Zen and the Art of Lame Post Friday

Friday just is.

And explanation of that first sentence.   I was about to write a complete sentence then thought, “Oh hell, I’ll just make my blog post later.”  I didn’t realize WordPress had saved it till I logged back in and saw I had an untitled draft.  Naturally I clicked Edit.  At first it looked as if WordPress had saved a blank screen, and I said, “How appropriate.”   Then the above sentence fragment appeared, and I kind of liked it.

The second paragraph was composed on our tablet, you know, one letter at a time with the stylus, till the word I want appears above the keyboard.

Now I’m back on the laptop.  Aaahhhh…  I still don’t have anything to say, but it sure is a lot quicker to ramble on. The first sentence was going to be a reflection that Friday is different when it is the end of a vacation week.  Then I thought, well, duh. I have spent most of today reminding myself that this is still a three day weekend for me.  If I had worked all week and was at the beginning of a three day weekend, I’d be pretty damn happy, wouldn’t I?  Well, then.

So  I am reasonably content with my lot in life tonight.  Three more days till I return to the beastly grind, which, as I may have said, is not particularly beastly nor even grind-like.  I am actually feeling kind of zen about it.  I guess somebody who knows a lot about zen would tell me I am misusing the expression quite disgracefully.
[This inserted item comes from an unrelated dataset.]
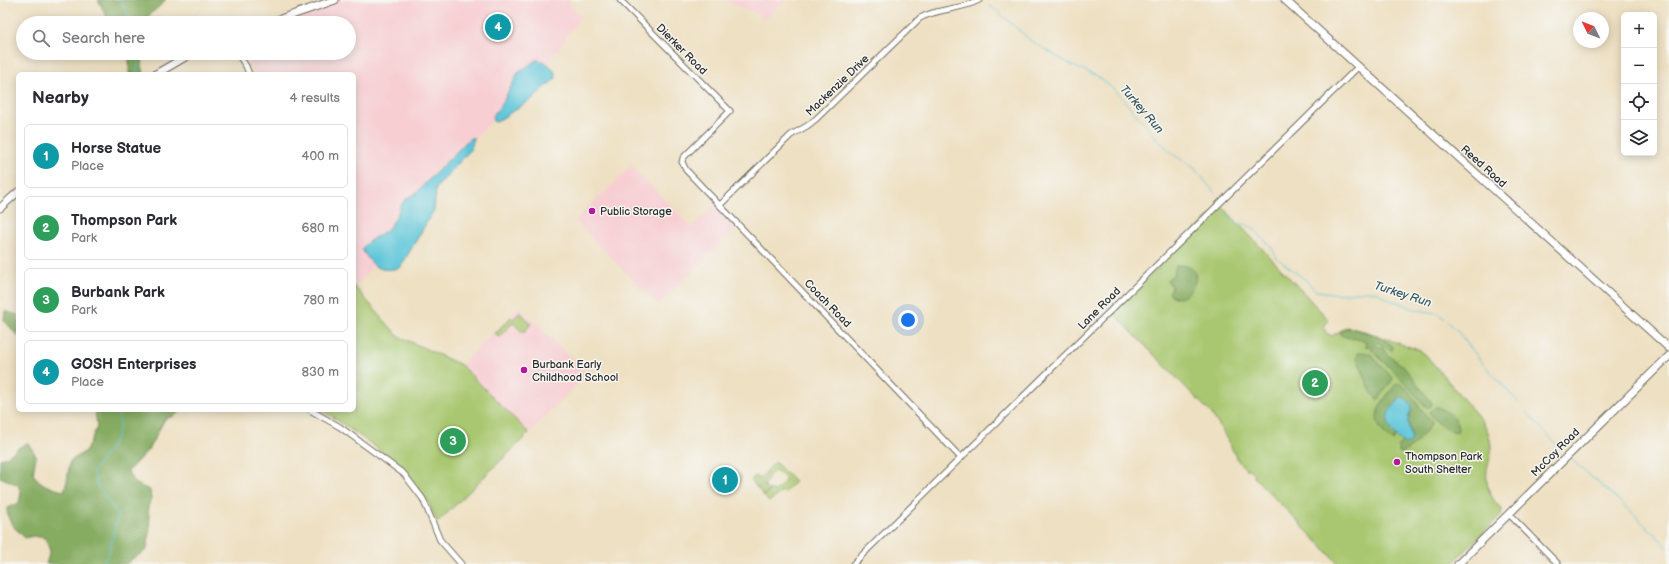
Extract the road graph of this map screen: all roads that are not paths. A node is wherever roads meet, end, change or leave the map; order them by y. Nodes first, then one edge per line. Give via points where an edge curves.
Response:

I did read a book about zen once:  Zen and the Art of Archery, I think it was, no idea who wrote it.  My cello teacher recommended it to me. She was kind of a weirdo, although I remember being quite impressed with her when I was a high school student.

What I mean by “feeling kind of zen” is, the first sentence sounds oddly appropriate to me.  Then again, perhaps the blank screen would have been better.  Discuss amongst yourselves.  I must get back to enjoying my three day weekend.